スポーツ報知 4/15(土) 22:56配信

◆アメフト 交流戦 関西学院大31―17慶大(15日、兵庫・王子スタジアム)

 昨季の甲子園ボウル覇者・関学大が、今季初戦で逆転勝ちした。一進一退の攻防が続いたが、21―17で迎えた第4Q8分9秒、新エースQB光藤航哉(3年)が敵陣23ヤードから縦パス。瞬時に慶大ディフェンスを置き去りにして駆け上がったWR小田快人(3年)がエンドゾーンで見事にキャッチ。鮮やかなチーム4本目のタッチダウンを決め、勝利を呼んだ。

 「前半は良くなかったので、後半に何とかしたかった」。小田は滋賀・近江高時代は野球部。

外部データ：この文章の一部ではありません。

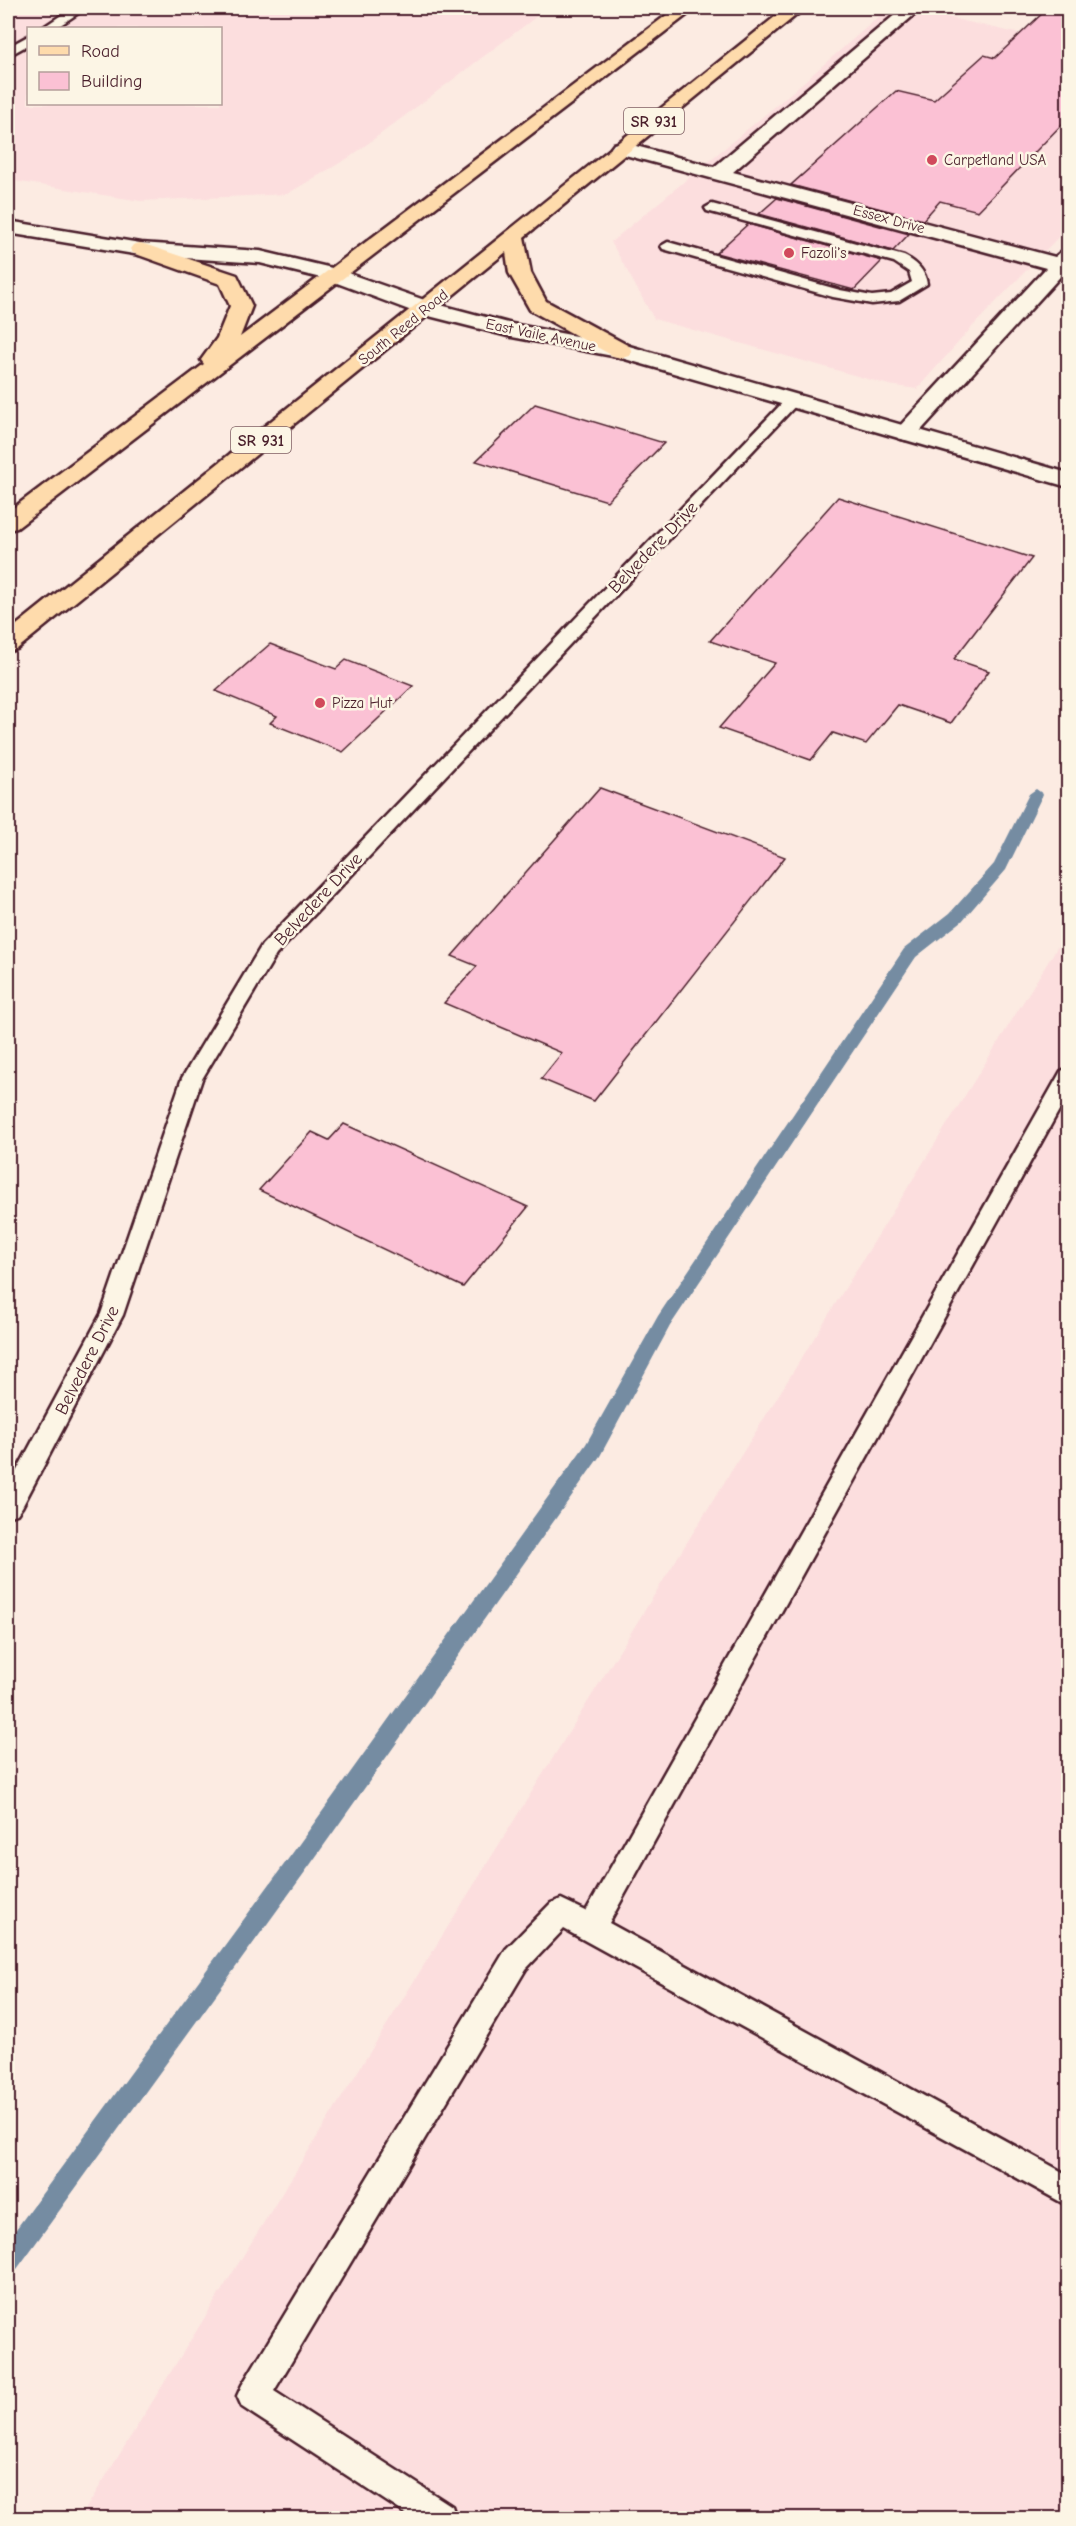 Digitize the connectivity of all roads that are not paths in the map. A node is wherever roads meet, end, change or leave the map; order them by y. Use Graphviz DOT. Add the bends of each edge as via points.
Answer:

3年時の14年夏の甲子園に「2番センター」で出場し、初戦の鳴門(徳島)戦で右中間を破る三塁打を放ち、2盗塁を決めた。その活躍が関学大アメフト部関係者の目に留まり、勧誘されて入部。アメフト選手としては172センチ、73キロと細身だが、当たりの練習では意図的に大柄なチームメートと組んで肉弾戦に慣れた。「盗塁の初速はアメフトにも通じる」。40ヤード(36・58メートル)走4秒7の俊足を、勝負どころで生かした。

 昨年12月の甲子園ボウル・早大戦にも出場。“聖地凱旋”を果たして勝利した。「アメフトは大学の4年間だけと決めている。今年は勝負の年」。小田とホットラインを形成するQB光藤は「足がめちゃめちゃ速く、取れそうもないパスでも取ってくれる」と信頼を寄せる。鳥内秀晃監督(58)は「胸で(パスを)はじいた場面もあった」と手厳しかったが、その言葉も期待の裏返し。野球とアメフトの2種目で甲子園を経験する小田が、今年の関学のキーマンだ。